Kayıt dışı çalışan bölümün salgın sürecinde hiçbir takviyeden yararlanmadığını söyleyen Ergün Atalay, hükümet ve Meclis’in bu kesim için harekete geçmesini istedi.
Türk-İş Lideri Ergün Atalay, koronavirüs salgınının çalışma hayatında yarattığı sıkıntıları Cumhuriyet’e kıymetlendirdi. “Hem ülkemizde hem dünyada bu hastalığın bedelini toplumun her bölümü ödüyor. İşsizler, emekliler, dar gelirliler bu süreci daha ağır geçiriyor” diyen Atalay, şu bahislere dikkat çekti:
– En ağır geçirenler ise kayıt dışı çalışanlar. Zira hiçbir şeyden istifade etme imkânları yok. Ülkeyi yönetenler, Meclis bir an evvel bu hususa tahlil bulmalı.
ÖRGÜTLÜ OLAN KAZANDI
– Bu süreçte örgütlü olmanın ne kadar değerli olduğu da ortaya çıktı. Örgütlü olanlar en azından sendikalara, kitle örgütlerine ulaşıyor. Badirelerini anlatıyor lakin kayıt dışı çalıştırmada bu yok. Ülke de bunun bedelini ödüyor. Sigorta yok, vergi yok, kayıp var!
– İşsizlik sayıları ortada. Fiyatsız müsaadeye çıkarılan çalışanlara aylık 1168 lira veriliyor.

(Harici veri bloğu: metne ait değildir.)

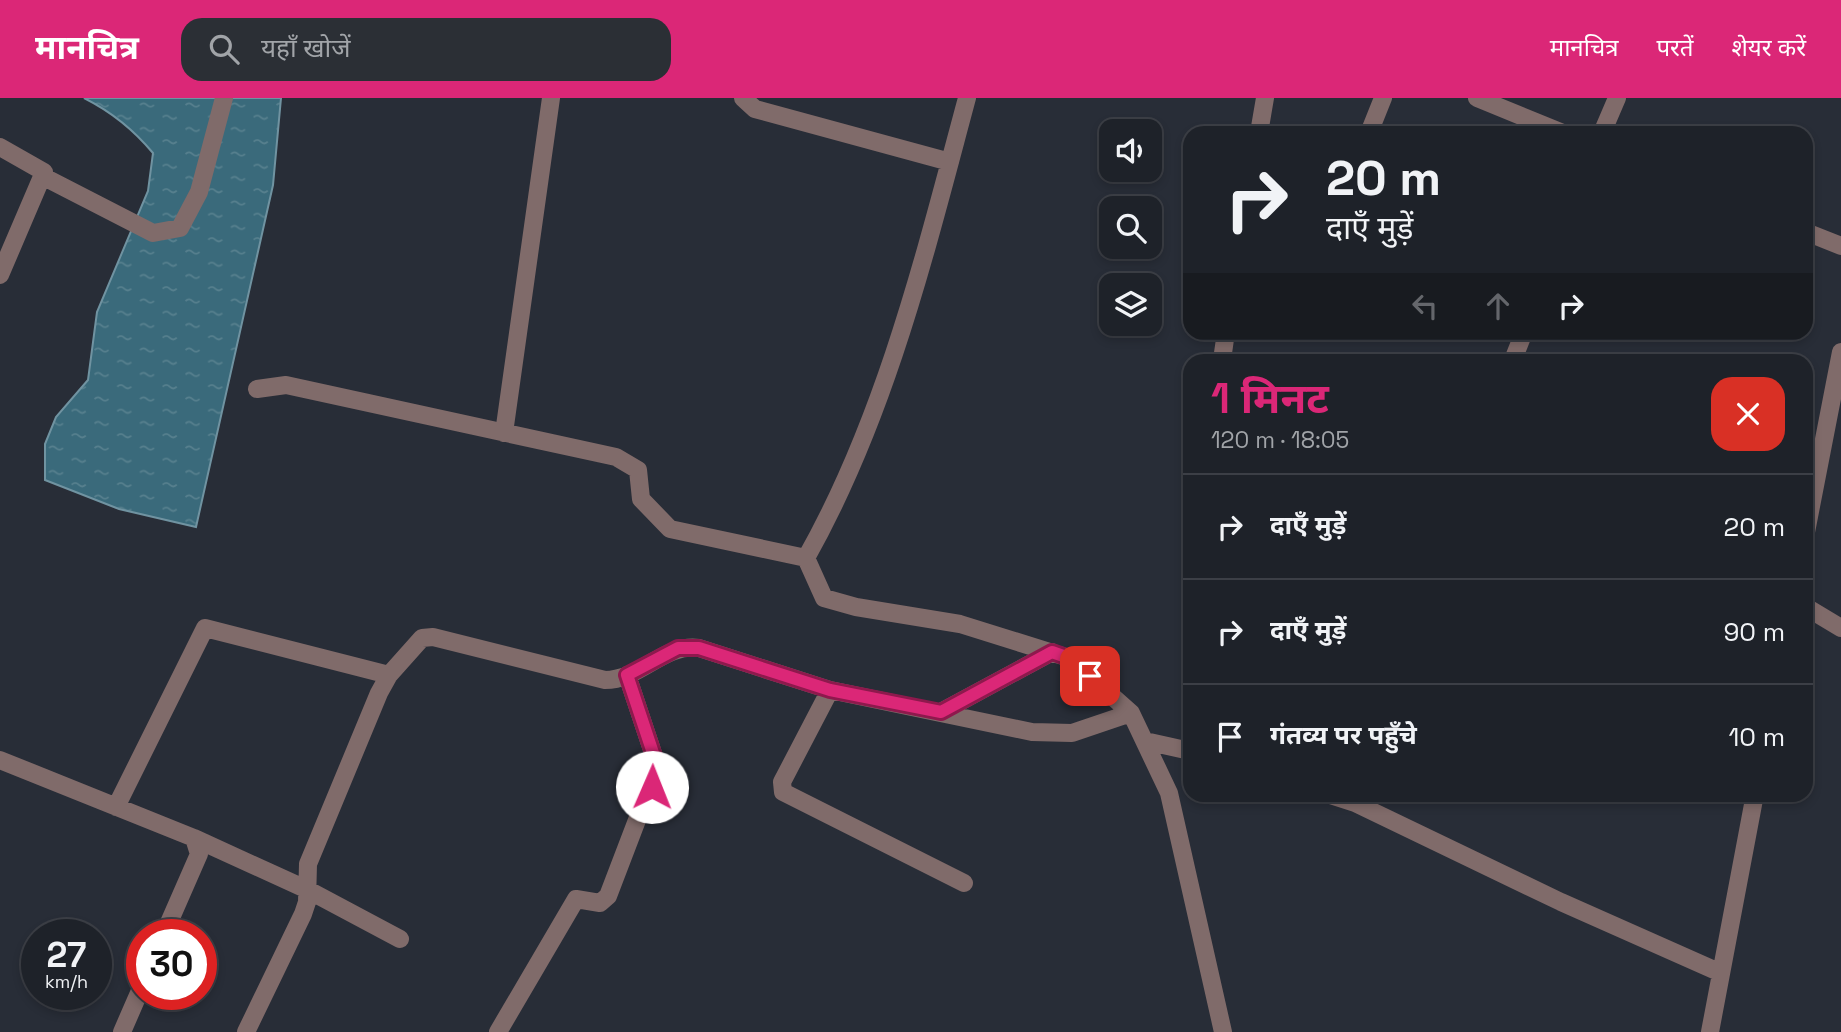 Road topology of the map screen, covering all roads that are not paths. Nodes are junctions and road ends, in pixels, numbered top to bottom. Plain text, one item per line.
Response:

Bu sayının en azından taban fiyatın altında olmaması lazım. Kısa çalışma ödeneği devam ediyor. Bu süreçte misyonunu yapan patronlar var. Lakin yüklü olarak daima örgütlü olan yerlerde oluyor.
– İşten çıkarmanın yasak olduğu bir devirde hâlâ bunu dinlemeyen patronlar var. Yasal değil. Bununla ilgili bize intikal edenleri bakanlığa bildiriyoruz. Duyamadıklarımızın ise bulundukları yerlerde valililiklere, Emniyet güçlerine, Çalışma Bakanlığı’na, Türk-İş vilayet temsilciliklerine başvurmaları lazım.
– O denli işyerleri var ki… Örneğin kimi market zincirleri. Devlet “4 gün sokağa çıkma yasağı var” diyor. 4 günü emekçinin fiyatından kesiyorlar.
TENCERE KAYNAMALI
– Toplumsal teminata almak lazım.
– Kâğıt toplayanlar var. Salgından ötürü eskisi üzere çalışamıyorlar. Bunlar geçimlerini neyle sağlayacaklar?
– Bu süreç birlikte olma vakti. Çalışanı, patronu, iktidarı, muhalefeti yan yana olursak sorunun altından kalkarız. Virüs varlıklı yoksul ayırmıyor. Hadiseler artıyor. Bu süreci birlikte olursak, atlatırız. Olamazsak bu sayılar çoğalır. Sessiz çoğunluğun sesi olmak zorundayız.
– Bilhassa belediyelerde toplu taşıma araçlarının, metroların sayısını çoğaltmak lazım. İşyerlerinin çalışma saatlerini tekrar düzenlemesi lazım.
– Tencerenin kaynamasına değer vermemiz lazım. Tencere kaynamazsa hastalığın bedelini daha ağır ödüyor beşerler.